腿放这里。老军医说,他就把腿放进老军医指定的位置,是一个热水桶。他僵硬冰凉的腿放进桶里,竟然没有知觉,仿佛那腿不是自己的。来,拿这个清洗。老军医说,他就机械地拿起冰凉的肥皂冲洗。一阵繁琐事项后,李军又将他引到输液室。给他注射针和挂盐水的,是个嘴上没毛的上等兵,脸比黄河的拳头还小,穿个白大褂,瘦小的身子骨如同几根枯树枝,动作慢条斯理,走路轻盈得似落叶。某一刻,黄河涌起一拳挥向嘴上没毛家伙的冲动。还好,冲动没有付诸行动。
黄河浑浑噩噩,觉得诊疗时间比来时的路更漫长更遥远。他顶着大山似的沉沉睡意,被李军引导着钻进了越野车。老兵许元正在呼呼大睡,关闭车门的声响惊醒了他。这么久,许元边嘟囔边调整车坐椅,我眯了会,真舒服。

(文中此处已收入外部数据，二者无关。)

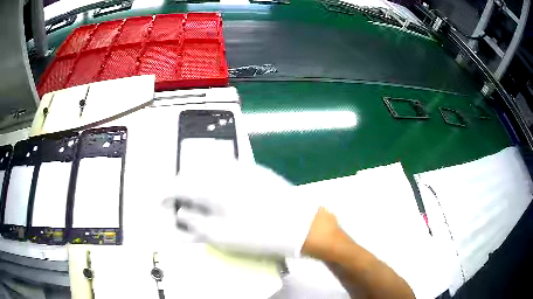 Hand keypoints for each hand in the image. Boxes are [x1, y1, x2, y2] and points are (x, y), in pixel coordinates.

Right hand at [162, 162, 318, 256]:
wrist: (302, 224)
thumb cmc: (260, 234)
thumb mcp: (223, 237)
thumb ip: (196, 224)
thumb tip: (181, 214)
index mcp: (214, 187)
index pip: (180, 185)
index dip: (165, 193)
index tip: (158, 201)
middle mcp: (226, 171)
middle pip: (193, 172)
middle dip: (181, 185)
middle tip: (178, 200)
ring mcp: (244, 168)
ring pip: (209, 168)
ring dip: (197, 179)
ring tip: (196, 196)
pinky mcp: (257, 171)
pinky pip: (227, 168)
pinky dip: (215, 177)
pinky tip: (220, 190) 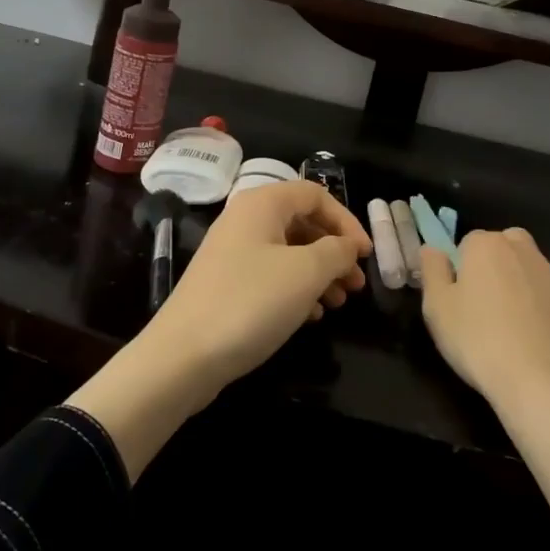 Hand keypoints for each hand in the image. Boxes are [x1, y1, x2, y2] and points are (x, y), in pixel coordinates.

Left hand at [68, 180, 368, 481]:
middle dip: (334, 250)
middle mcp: (245, 219)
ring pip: (288, 251)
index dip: (347, 221)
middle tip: (356, 284)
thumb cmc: (250, 302)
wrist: (183, 355)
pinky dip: (295, 289)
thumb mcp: (305, 273)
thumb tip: (347, 246)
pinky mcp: (226, 283)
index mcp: (262, 203)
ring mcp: (232, 252)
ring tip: (338, 303)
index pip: (315, 194)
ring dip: (318, 272)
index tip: (366, 255)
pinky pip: (270, 274)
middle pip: (302, 222)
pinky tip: (311, 315)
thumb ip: (336, 252)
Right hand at [418, 228, 549, 409]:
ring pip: (537, 275)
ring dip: (527, 291)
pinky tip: (545, 346)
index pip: (469, 243)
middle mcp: (527, 252)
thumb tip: (433, 249)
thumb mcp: (436, 308)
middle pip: (508, 248)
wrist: (542, 386)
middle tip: (488, 308)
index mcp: (488, 246)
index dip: (463, 269)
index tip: (460, 299)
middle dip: (499, 268)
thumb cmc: (478, 341)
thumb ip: (432, 270)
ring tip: (517, 333)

你是舒服。李军说,我们都困死了。给,药箱放前面,可别碰坏了,疫苗药剂得保管好。许元发动汽车,驶出医院大门。黄河一言不发,借着行驶的车灯,一棵又一棵树一闪而过,粗壮的树枝上生长着星星点点的叶子,在闪耀的灯光里显露出土灰色,指甲盖般大小的叶片在寒风中颤动,严冬压抑中的生命在细小的枝头骚动萌芽。
黄河的思绪纷乱如麻,心中惆惆的,怅怅的,有种心爱之物被粉碎后的忧伤。他恋恋不舍地回望漆黑如墨的城市,眼睛再一次潮湿起来。黄河处于半梦半醒间,他始终沉默如一块石头。熟悉而陌生的高原,厚重的黑暗一点点变得稀薄起来。
黑夜从沉睡中缓慢苏醒,熟悉的营房若隐若现。大山里的营房似乎在凝视着什么,又似乎在等待着什么。漫天的雪纷纷扬扬,把一切严严实实包裹了起来。
黄河迎着兵们羡慕的目光,摇摇晃晃走向房间。疲惫大山一样压迫着他,他感到很困,他想好好睡上一觉。